The OPEC monthly report showed a decline of more than 500mb/day of production from the cartel as Saudi Arabia (down 324mb/day for March) continued its intentional cuts, while Venezuela (down 289) continued unintentionally reducing its output. It’s worth pointing out that Libya’s production did surge by almost 200mb/day in March, but that output is now at risk as their latest version of a civil war is taking place in April.

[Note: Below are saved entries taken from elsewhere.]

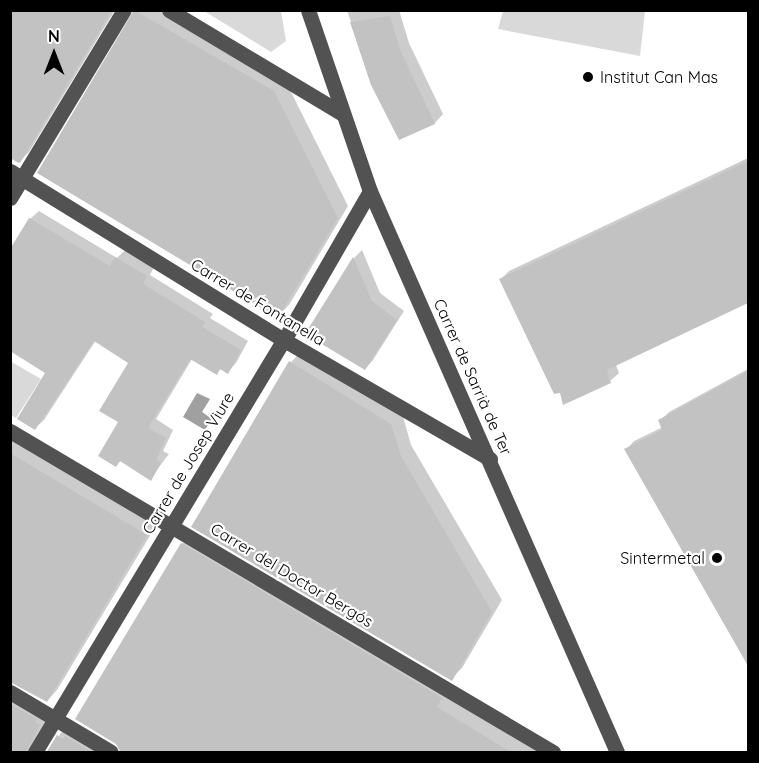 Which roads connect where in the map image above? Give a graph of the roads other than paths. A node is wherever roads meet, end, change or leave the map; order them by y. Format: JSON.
{"nodes":[{"id":1,"x":124,"y":10,"type":"edge"},
{"id":2,"x":169,"y":10,"type":"edge"},
{"id":3,"x":308,"y":11,"type":"edge"},
{"id":4,"x":343,"y":114,"type":"junction"},
{"id":5,"x":17,"y":174,"type":"edge"},
{"id":6,"x":370,"y":191,"type":"junction"},
{"id":7,"x":10,"y":198,"type":"edge"},
{"id":8,"x":284,"y":340,"type":"junction"},
{"id":9,"x":10,"y":431,"type":"edge"},
{"id":10,"x":490,"y":459,"type":"junction"},
{"id":11,"x":171,"y":524,"type":"junction"},
{"id":12,"x":10,"y":692,"type":"edge"},
{"id":13,"x":57,"y":719,"type":"junction"},
{"id":14,"x":36,"y":753,"type":"edge"},
{"id":15,"x":111,"y":753,"type":"edge"},
{"id":16,"x":553,"y":753,"type":"edge"},
{"id":17,"x":617,"y":753,"type":"edge"}],
"edges":[{"from":1,"to":5,"type":"street"},
{"from":2,"to":4,"type":"street"},
{"from":3,"to":4,"type":"street","name":"Carrer de Sarrià de Ter"},
{"from":4,"to":6,"type":"street","name":"Carrer de Sarrià de Ter"},
{"from":5,"to":7,"type":"street"},
{"from":5,"to":8,"type":"street","name":"Carrer de Fontanella"},
{"from":6,"to":8,"type":"street","name":"Carrer de Josep Viure"},
{"from":6,"to":10,"type":"street","name":"Carrer de Sarrià de Ter"},
{"from":8,"to":10,"type":"street","name":"Carrer de Fontanella"},
{"from":8,"to":11,"type":"street","name":"Carrer de Josep Viure"},
{"from":9,"to":11,"type":"street","name":"Carrer del Doctor Bergós"},
{"from":10,"to":17,"type":"street","name":"Carrer de Sarrià de Ter"},
{"from":11,"to":13,"type":"street","name":"Carrer de Josep Viure"},
{"from":11,"to":16,"type":"street","name":"Carrer del Doctor Bergós"},
{"from":12,"to":13,"type":"street"},
{"from":13,"to":14,"type":"street","name":"Carrer de Josep Viure"},
{"from":13,"to":15,"type":"street"}]}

The IEA’s monthly oil market report showed similar declines in supply, but also gave warning on the demand side of the equation, noting that OECD oil demand fell for the past 2 quarters, primarily due to weak consumption in Europe and suggesting that the higher price environment may act as a headwind to future growth. The IEA’s report also noted a sharp drop in global refinery runs in March, largely due to the numerous unplanned outages in the US, on top of a busy turnaround season.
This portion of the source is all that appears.